Third Party Influences on Care

In a number of papers I have explored the dilemmas that are created when there is a clash of ethical frames of reference. In particular, the health professional can face conflicts between the needs of their employers and those of their clients. Essentially this can be expressed by the Upton Sinclair quip: “It is difficult to get a man to understand something, when his salary depends upon his not understanding it.”
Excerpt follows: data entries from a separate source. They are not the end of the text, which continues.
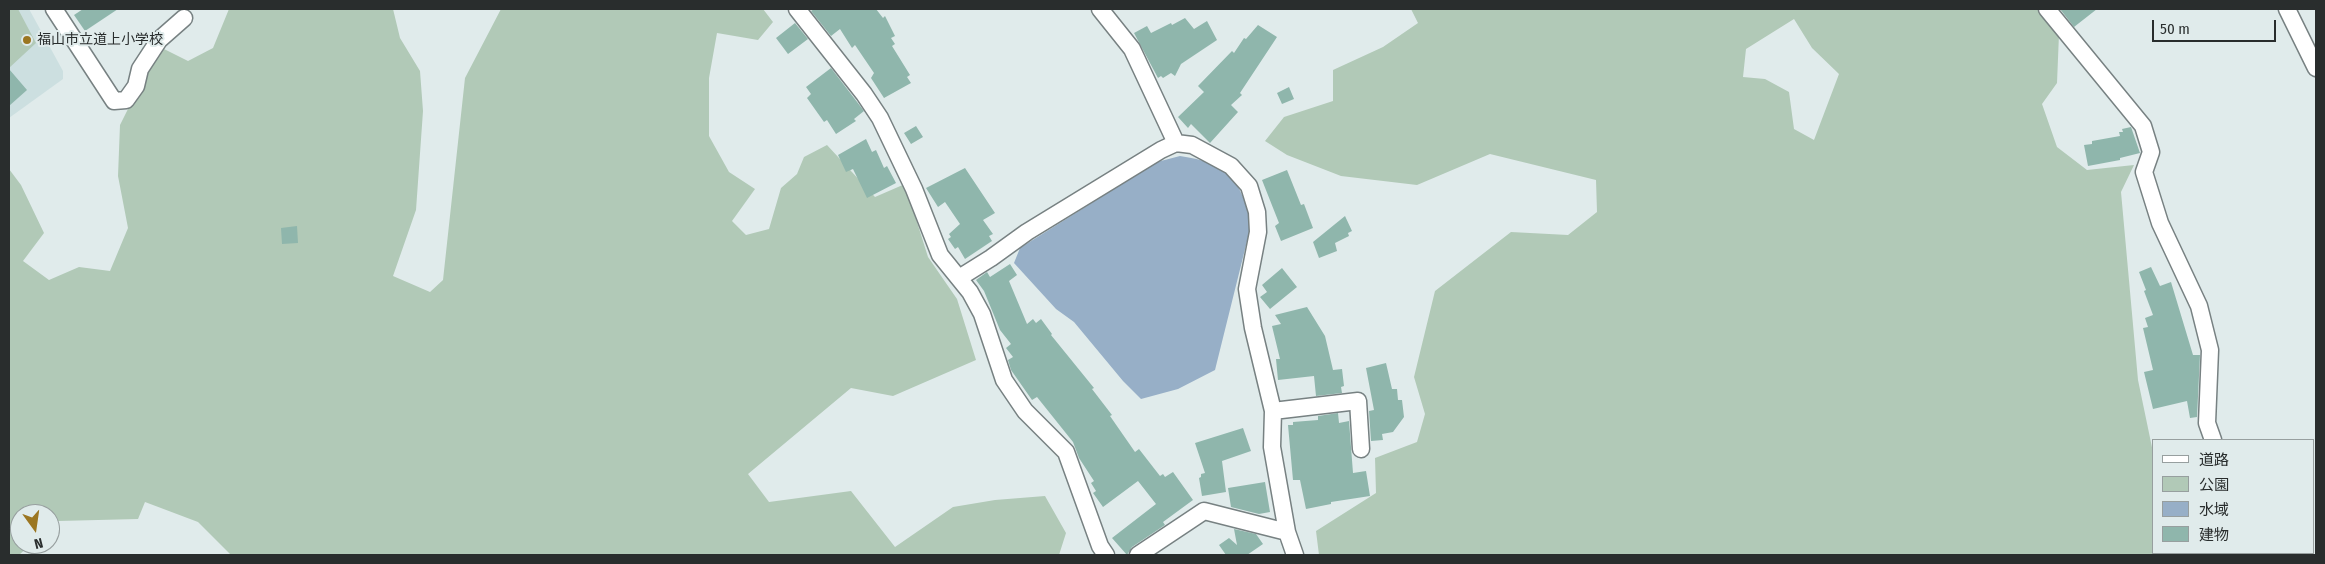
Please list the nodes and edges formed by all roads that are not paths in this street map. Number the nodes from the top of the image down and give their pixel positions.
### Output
1 (54, 9) edge
2 (797, 9) edge
3 (1100, 9) edge
4 (2047, 9) edge
5 (2287, 9) edge
6 (184, 18) dead end
7 (2316, 68) edge
8 (1176, 143) junction
9 (959, 278) junction
10 (1273, 410) junction
11 (2213, 439) edge
12 (1361, 449) dead end
13 (1287, 532) junction
14 (1106, 555) edge
15 (1138, 555) edge
16 (1295, 555) edge

1 - 6 street
2 - 9 street
3 - 8 street
4 - 11 street
5 - 7 street
8 - 9 street
8 - 10 street
9 - 14 street
10 - 12 street
10 - 13 street
13 - 15 street
13 - 16 street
The ‘third party’ focus essentially brings a sociological lense to the problem of ethics.  Most ethical reasoning is expressed with a bias for the individual as the locus of agency in interpreting everyday life and the behavior of others. We tend to seek internal, psychological explanations for the behavior of those around us while making situational excuses for our own. This is such a common way of looking at the world that social psychologists have a word for it: the fundamental attribution error.
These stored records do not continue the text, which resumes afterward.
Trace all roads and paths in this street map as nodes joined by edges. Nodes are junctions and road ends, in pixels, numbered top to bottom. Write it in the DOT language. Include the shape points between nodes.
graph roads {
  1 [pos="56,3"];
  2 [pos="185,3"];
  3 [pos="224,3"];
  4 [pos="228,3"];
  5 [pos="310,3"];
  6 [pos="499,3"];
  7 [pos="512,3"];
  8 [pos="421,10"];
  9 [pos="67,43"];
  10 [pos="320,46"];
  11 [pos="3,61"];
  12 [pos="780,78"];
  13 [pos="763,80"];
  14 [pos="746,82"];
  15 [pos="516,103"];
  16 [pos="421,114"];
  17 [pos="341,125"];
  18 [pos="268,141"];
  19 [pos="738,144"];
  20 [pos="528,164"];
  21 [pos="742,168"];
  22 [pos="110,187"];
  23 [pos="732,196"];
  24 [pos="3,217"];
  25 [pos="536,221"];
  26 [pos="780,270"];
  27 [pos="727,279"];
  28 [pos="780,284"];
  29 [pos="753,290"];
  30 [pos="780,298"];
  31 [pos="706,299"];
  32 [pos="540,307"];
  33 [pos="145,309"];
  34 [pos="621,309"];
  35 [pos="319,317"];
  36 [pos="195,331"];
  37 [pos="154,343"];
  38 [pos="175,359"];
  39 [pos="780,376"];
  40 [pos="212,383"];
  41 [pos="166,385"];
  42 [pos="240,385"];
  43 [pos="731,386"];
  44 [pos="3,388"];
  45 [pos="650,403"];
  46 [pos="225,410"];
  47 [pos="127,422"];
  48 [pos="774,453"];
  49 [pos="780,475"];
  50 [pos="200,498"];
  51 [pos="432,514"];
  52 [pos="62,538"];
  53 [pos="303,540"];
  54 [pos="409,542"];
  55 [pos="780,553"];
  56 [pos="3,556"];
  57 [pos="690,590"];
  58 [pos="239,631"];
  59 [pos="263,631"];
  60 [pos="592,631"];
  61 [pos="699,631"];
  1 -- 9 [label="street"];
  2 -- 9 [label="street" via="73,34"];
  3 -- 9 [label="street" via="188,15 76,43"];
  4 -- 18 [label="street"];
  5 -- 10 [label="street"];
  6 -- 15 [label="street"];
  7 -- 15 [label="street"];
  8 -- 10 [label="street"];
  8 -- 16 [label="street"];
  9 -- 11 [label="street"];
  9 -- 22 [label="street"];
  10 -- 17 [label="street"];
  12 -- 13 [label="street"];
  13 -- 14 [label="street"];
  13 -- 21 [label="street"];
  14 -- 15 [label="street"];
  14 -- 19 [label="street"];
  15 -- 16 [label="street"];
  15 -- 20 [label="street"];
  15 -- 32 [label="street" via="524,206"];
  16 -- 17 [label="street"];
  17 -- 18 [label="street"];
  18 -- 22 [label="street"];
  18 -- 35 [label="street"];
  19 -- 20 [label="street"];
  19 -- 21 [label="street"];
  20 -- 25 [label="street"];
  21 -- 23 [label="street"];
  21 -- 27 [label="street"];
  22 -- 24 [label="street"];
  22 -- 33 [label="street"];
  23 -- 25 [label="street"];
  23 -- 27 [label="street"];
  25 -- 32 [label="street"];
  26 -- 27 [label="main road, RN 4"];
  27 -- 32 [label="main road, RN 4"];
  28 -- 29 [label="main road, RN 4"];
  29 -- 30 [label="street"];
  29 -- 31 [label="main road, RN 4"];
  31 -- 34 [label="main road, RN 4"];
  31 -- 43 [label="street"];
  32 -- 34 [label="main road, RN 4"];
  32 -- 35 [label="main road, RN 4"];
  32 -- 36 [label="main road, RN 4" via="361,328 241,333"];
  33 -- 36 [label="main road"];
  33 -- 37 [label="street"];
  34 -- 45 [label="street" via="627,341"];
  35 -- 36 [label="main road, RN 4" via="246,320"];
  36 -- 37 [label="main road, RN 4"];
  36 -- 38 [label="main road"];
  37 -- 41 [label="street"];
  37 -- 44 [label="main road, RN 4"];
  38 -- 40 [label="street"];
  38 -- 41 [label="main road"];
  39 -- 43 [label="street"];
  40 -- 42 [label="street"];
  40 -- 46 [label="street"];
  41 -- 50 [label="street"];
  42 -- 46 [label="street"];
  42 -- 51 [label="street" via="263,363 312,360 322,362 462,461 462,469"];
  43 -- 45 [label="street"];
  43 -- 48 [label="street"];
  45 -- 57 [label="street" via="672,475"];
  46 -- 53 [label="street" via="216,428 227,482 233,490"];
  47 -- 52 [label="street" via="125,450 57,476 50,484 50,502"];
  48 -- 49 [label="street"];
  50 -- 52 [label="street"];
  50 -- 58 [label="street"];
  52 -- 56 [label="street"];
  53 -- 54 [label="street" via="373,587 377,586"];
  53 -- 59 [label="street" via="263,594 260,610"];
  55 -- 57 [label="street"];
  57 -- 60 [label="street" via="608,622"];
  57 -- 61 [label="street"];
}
When someone wrongs us, we tend to think they are evil, misguided or selfish: a personalized explanation. But when we misbehave, we are better at recognizing the external pressures on us that shape our actions: a situational understanding. If you snap at a coworker, for example, you may rationalize your behaviour by remembering that you had difficulty sleeping last night and had financial struggles this month. You’re not evil, just stressed! The coworker who snaps at you, however, is more likely to be interpreted as a jerk, without going through the same kind of rationalization. This is convenient for our peace of mind, and fits with our domain of knowledge, too. We know what pressures us, but not necessarily others.
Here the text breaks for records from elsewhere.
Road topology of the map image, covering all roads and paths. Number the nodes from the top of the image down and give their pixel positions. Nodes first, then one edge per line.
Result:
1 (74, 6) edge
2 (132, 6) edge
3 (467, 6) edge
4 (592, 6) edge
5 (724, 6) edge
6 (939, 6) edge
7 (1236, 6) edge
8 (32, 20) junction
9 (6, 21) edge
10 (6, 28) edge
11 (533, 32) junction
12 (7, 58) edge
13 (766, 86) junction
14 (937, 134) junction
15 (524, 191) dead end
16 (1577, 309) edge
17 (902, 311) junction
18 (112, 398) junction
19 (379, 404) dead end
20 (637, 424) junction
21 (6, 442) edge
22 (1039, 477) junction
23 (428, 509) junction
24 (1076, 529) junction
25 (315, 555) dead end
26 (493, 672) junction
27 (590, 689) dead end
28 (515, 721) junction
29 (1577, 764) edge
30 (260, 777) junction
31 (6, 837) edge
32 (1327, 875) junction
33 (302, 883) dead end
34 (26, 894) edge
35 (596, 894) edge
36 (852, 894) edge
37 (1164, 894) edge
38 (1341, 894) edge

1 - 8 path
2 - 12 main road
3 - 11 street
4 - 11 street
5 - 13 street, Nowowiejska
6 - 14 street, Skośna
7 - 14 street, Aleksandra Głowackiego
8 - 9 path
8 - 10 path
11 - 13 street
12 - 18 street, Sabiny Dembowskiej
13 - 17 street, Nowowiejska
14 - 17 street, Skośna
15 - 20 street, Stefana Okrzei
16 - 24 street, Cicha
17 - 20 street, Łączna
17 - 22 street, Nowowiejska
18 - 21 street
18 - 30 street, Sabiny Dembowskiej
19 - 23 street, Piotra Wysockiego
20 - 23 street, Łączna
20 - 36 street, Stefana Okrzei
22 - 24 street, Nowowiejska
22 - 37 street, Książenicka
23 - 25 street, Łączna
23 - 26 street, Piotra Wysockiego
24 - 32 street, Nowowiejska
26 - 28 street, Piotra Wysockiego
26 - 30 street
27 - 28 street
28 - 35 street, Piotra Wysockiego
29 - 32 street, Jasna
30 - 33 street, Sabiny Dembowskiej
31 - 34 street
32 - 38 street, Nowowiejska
The dilemmas I have written about in these papers articulates the sociological framing as a series of case studies. I have also examined the ways that the needs of informal carers can clash with those of the person they are caring for. This provides a nuanced way of examining a concept that is frequently articulated as the ‘burden’ of caring. This is one of the areas that I receive repeated invitations to speak.

References

Butler, M (2014) “What doesn’t kill us makes us stronger”: the influence of third parties on care ethics. Invited talk at the “Cosmopolitan Anthropologies – Combined ASAANZ/AAS conference” 10-13 November, Millenium and Copthorne Hotels, Queenstown

Butler, M. (2014) Ethical Reasoning and Third Party Influences on Practice  in Pain: A Public Health Problem.  The 39th Annual Scientific Meeting. Combined Physiotherapy and Occupational Therapy Meeting. 20 – 23 March 2014, The Town Hall, Dunedin, New Zealand

Butler, M. (2012) Ethical reasoning: internal and external morality for occupational therapists. Clinical reasoning in occupational therapy: Controversies in practice. L. Robertson. London Wiley Blackwell.